There are far more surveys to come. You could be part of one.

A lab technician in New York City sets up equipment to test COVID-19 samples from recovered patients. (Misha Friedman/Getty Images)

Sero-surveys have only just begun. Many of those that are soon launching appear to be robust and thoughtfully designed, such as in Indiana, where the State Department of Health has said it will test at least 20,000 Hoosiers in four phases over the next year. Participants would be randomly selected, by invitation only, “to ensure that the sampling is representative of the population,” the department said.

While everyone is eager to know the results of these studies, many researchers I spoke to also said they hoped that there could be a better balance reached between sharing results quickly and publishing full information. So far, while key findings from the studies done in Los Angeles and New York State have been announced, their authors haven’t yet published many details about their methods.

“I think there should be more pushback when people are not providing their methodology,” said Dean, from the University of Florida. “They shouldn’t be running to the press. You should explain what you did. How do we know what you did, if it’s credible or not?”

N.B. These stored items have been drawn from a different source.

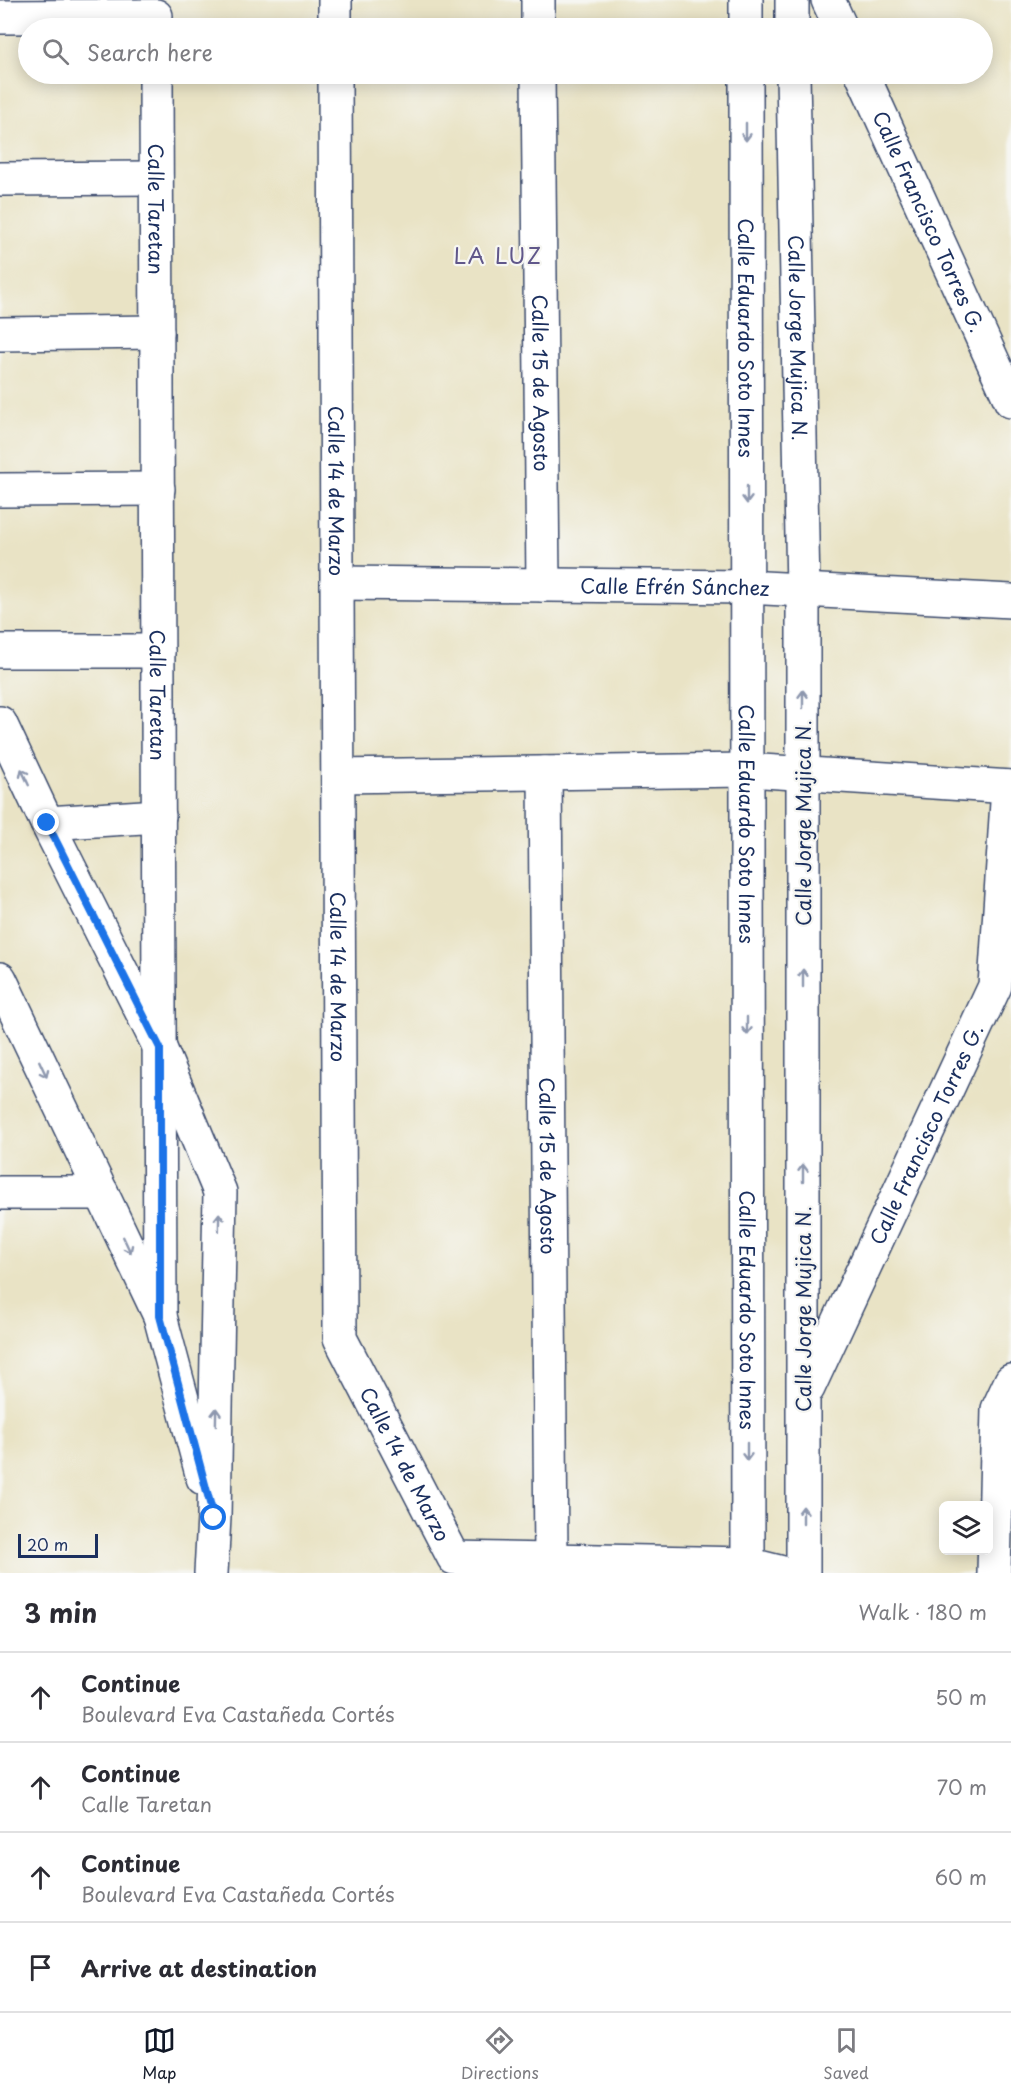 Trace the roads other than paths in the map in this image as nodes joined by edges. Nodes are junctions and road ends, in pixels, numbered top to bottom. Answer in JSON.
{"nodes":[{"id":1,"x":335,"y":0,"type":"edge"},
{"id":2,"x":538,"y":0,"type":"edge"},
{"id":3,"x":746,"y":0,"type":"edge"},
{"id":4,"x":792,"y":0,"type":"edge"},
{"id":5,"x":828,"y":0,"type":"edge"},
{"id":6,"x":156,"y":15,"type":"edge"},
{"id":7,"x":0,"y":17,"type":"edge"},
{"id":8,"x":335,"y":18,"type":"edge"},
{"id":9,"x":538,"y":18,"type":"edge"},
{"id":10,"x":746,"y":18,"type":"edge"},
{"id":11,"x":792,"y":18,"type":"edge"},
{"id":12,"x":836,"y":18,"type":"edge"},
{"id":13,"x":156,"y":84,"type":"edge"},
{"id":14,"x":335,"y":84,"type":"edge"},
{"id":15,"x":538,"y":84,"type":"edge"},
{"id":16,"x":746,"y":84,"type":"edge"},
{"id":17,"x":793,"y":84,"type":"edge"},
{"id":18,"x":867,"y":84,"type":"edge"},
{"id":19,"x":156,"y":178,"type":"junction"},
{"id":20,"x":0,"y":179,"type":"edge"},
{"id":21,"x":157,"y":332,"type":"junction"},
{"id":22,"x":0,"y":333,"type":"edge"},
{"id":23,"x":1011,"y":401,"type":"edge"},
{"id":24,"x":158,"y":489,"type":"junction"},
{"id":25,"x":0,"y":490,"type":"edge"},
{"id":26,"x":337,"y":583,"type":"junction"},
{"id":27,"x":543,"y":585,"type":"junction"},
{"id":28,"x":747,"y":587,"type":"junction"},
{"id":29,"x":803,"y":590,"type":"junction"},
{"id":30,"x":1011,"y":601,"type":"edge"},
{"id":31,"x":0,"y":651,"type":"edge"},
{"id":32,"x":158,"y":651,"type":"junction"},
{"id":33,"x":0,"y":723,"type":"edge"},
{"id":34,"x":747,"y":770,"type":"junction"},
{"id":35,"x":545,"y":773,"type":"junction"},
{"id":36,"x":803,"y":773,"type":"junction"},
{"id":37,"x":338,"y":776,"type":"junction"},
{"id":38,"x":1009,"y":787,"type":"edge"},
{"id":39,"x":159,"y":816,"type":"junction"},
{"id":40,"x":47,"y":823,"type":"junction"},
{"id":41,"x":0,"y":979,"type":"edge"},
{"id":42,"x":13,"y":1032,"type":"edge"},
{"id":43,"x":160,"y":1048,"type":"junction"},
{"id":44,"x":0,"y":1193,"type":"edge"},
{"id":45,"x":102,"y":1193,"type":"junction"},
{"id":46,"x":160,"y":1316,"type":"junction"},
{"id":47,"x":1011,"y":1381,"type":"edge"},
{"id":48,"x":803,"y":1398,"type":"junction"},
{"id":49,"x":214,"y":1518,"type":"junction"},
{"id":50,"x":551,"y":1560,"type":"junction"},
{"id":51,"x":747,"y":1569,"type":"edge"},
{"id":52,"x":211,"y":1573,"type":"edge"},
{"id":53,"x":783,"y":1573,"type":"edge"},
{"id":54,"x":803,"y":1573,"type":"edge"},
{"id":55,"x":994,"y":1573,"type":"edge"}],
"edges":[{"from":1,"to":8,"type":"street"},
{"from":2,"to":9,"type":"street"},
{"from":3,"to":10,"type":"street"},
{"from":4,"to":11,"type":"street"},
{"from":5,"to":12,"type":"street"},
{"from":6,"to":7,"type":"street"},
{"from":13,"to":19,"type":"street","name":"Calle Taretan"},
{"from":14,"to":26,"type":"street","name":"Calle 14 de Marzo"},
{"from":15,"to":27,"type":"street","name":"Calle 15 de Agosto"},
{"from":16,"to":28,"type":"street","name":"Calle Eduardo Soto Innes","one_way":true},
{"from":17,"to":29,"type":"street","name":"Calle Jorge Mujica N."},
{"from":18,"to":23,"type":"street","name":"Calle Francisco Torres G."},
{"from":19,"to":20,"type":"street"},
{"from":19,"to":21,"type":"street","name":"Calle Taretan"},
{"from":21,"to":22,"type":"street"},
{"from":21,"to":24,"type":"street","name":"Calle Taretan"},
{"from":24,"to":25,"type":"street"},
{"from":24,"to":32,"type":"street","name":"Calle Taretan"},
{"from":26,"to":27,"type":"street","name":"Calle Efrén Sánchez"},
{"from":26,"to":37,"type":"street","name":"Calle 14 de Marzo"},
{"from":27,"to":28,"type":"street","name":"Calle Efrén Sánchez"},
{"from":28,"to":29,"type":"street","name":"Calle Efrén Sánchez"},
{"from":28,"to":34,"type":"street","name":"Calle Eduardo Soto Innes"},
{"from":29,"to":30,"type":"street","name":"Calle Efrén Sánchez"},
{"from":36,"to":29,"type":"street","name":"Calle Jorge Mujica N.","one_way":true},
{"from":31,"to":32,"type":"street"},
{"from":32,"to":39,"type":"street","name":"Calle Taretan"},
{"from":40,"to":33,"type":"street","one_way":true},
{"from":34,"to":35,"type":"street"},
{"from":34,"to":36,"type":"street"},
{"from":34,"to":51,"type":"street","name":"Calle Eduardo Soto Innes","one_way":true},
{"from":35,"to":37,"type":"street"},
{"from":35,"to":50,"type":"street","name":"Calle 15 de Agosto"},
{"from":36,"to":38,"type":"street"},
{"from":48,"to":36,"type":"street","name":"Calle Jorge Mujica N.","one_way":true},
{"from":37,"to":50,"type":"street","name":"Calle 14 de Marzo"},
{"from":38,"to":48,"type":"street","name":"Calle Francisco Torres G."},
{"from":39,"to":40,"type":"street"},
{"from":39,"to":43,"type":"street","name":"Calle Taretan"},
{"from":40,"to":43,"type":"street"},
{"from":41,"to":42,"type":"street"},
{"from":42,"to":45,"type":"street","one_way":true},
{"from":43,"to":46,"type":"street","name":"Calle Taretan"},
{"from":49,"to":43,"type":"street","one_way":true},
{"from":44,"to":45,"type":"street"},
{"from":45,"to":46,"type":"street","one_way":true},
{"from":46,"to":49,"type":"street"},
{"from":47,"to":55,"type":"street"},
{"from":54,"to":48,"type":"street","name":"Calle Jorge Mujica N.","one_way":true},
{"from":49,"to":52,"type":"street"},
{"from":50,"to":51,"type":"street","name":"Calle 14 de Marzo"},
{"from":51,"to":53,"type":"street","name":"Calle 14 de Marzo"}]} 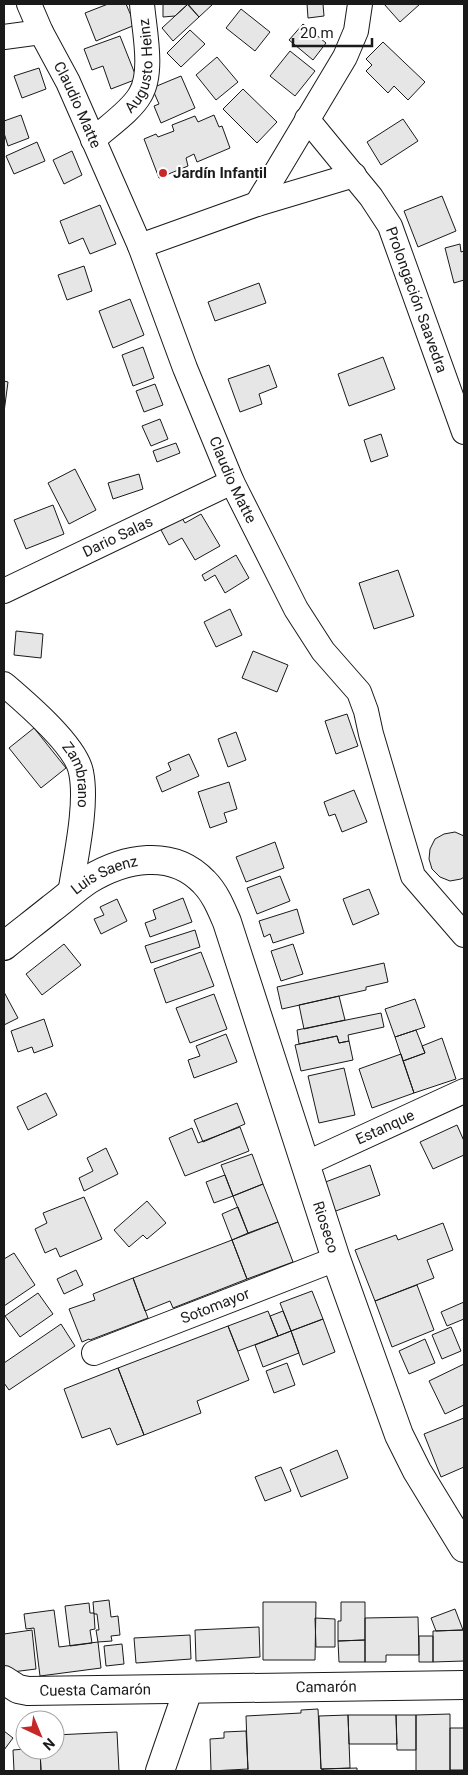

For all the criticism that the Santa Clara study has received, Larremore says he’s “thankful that the researchers put the preprint out there, so the community could help them correct it.” (A preprint is a draft research paper, shared publicly before it has been peer-reviewed and published in a scientific journal.)

Bhattacharya, the author, said his team “received hundreds of constructive comments on our preprint from scholars around the world” and is now updating its paper. The new version will be “substantially better as a result of this worldwide peer-review.”

Overall, he said, “the open science model has really worked well.”

It’s always easier to criticize studies than to run them. Just a few weeks ago, in the U.S., we had no antibody survey results to look at, and now we have some data. I’m hopeful that as more and more studies are done, researchers will be able to discard bad data, confirm good information, start to track trends and gather intel on this virus, so we are better equipped to make wise, evidence-based decisions on how to fight the disease at local and state levels, as a country and as a global community.

Clarification, May 4, 2020: This story has been updated to expand on factors that offer protection from the flu.

Update, May 27, 2020: The CDC issued guidelines stating that antibody tests "should not be used at this time to determine if an individual is immune," but that they should be used to determine "demographic and geographic patterns" to find out which communities have higher infection rates.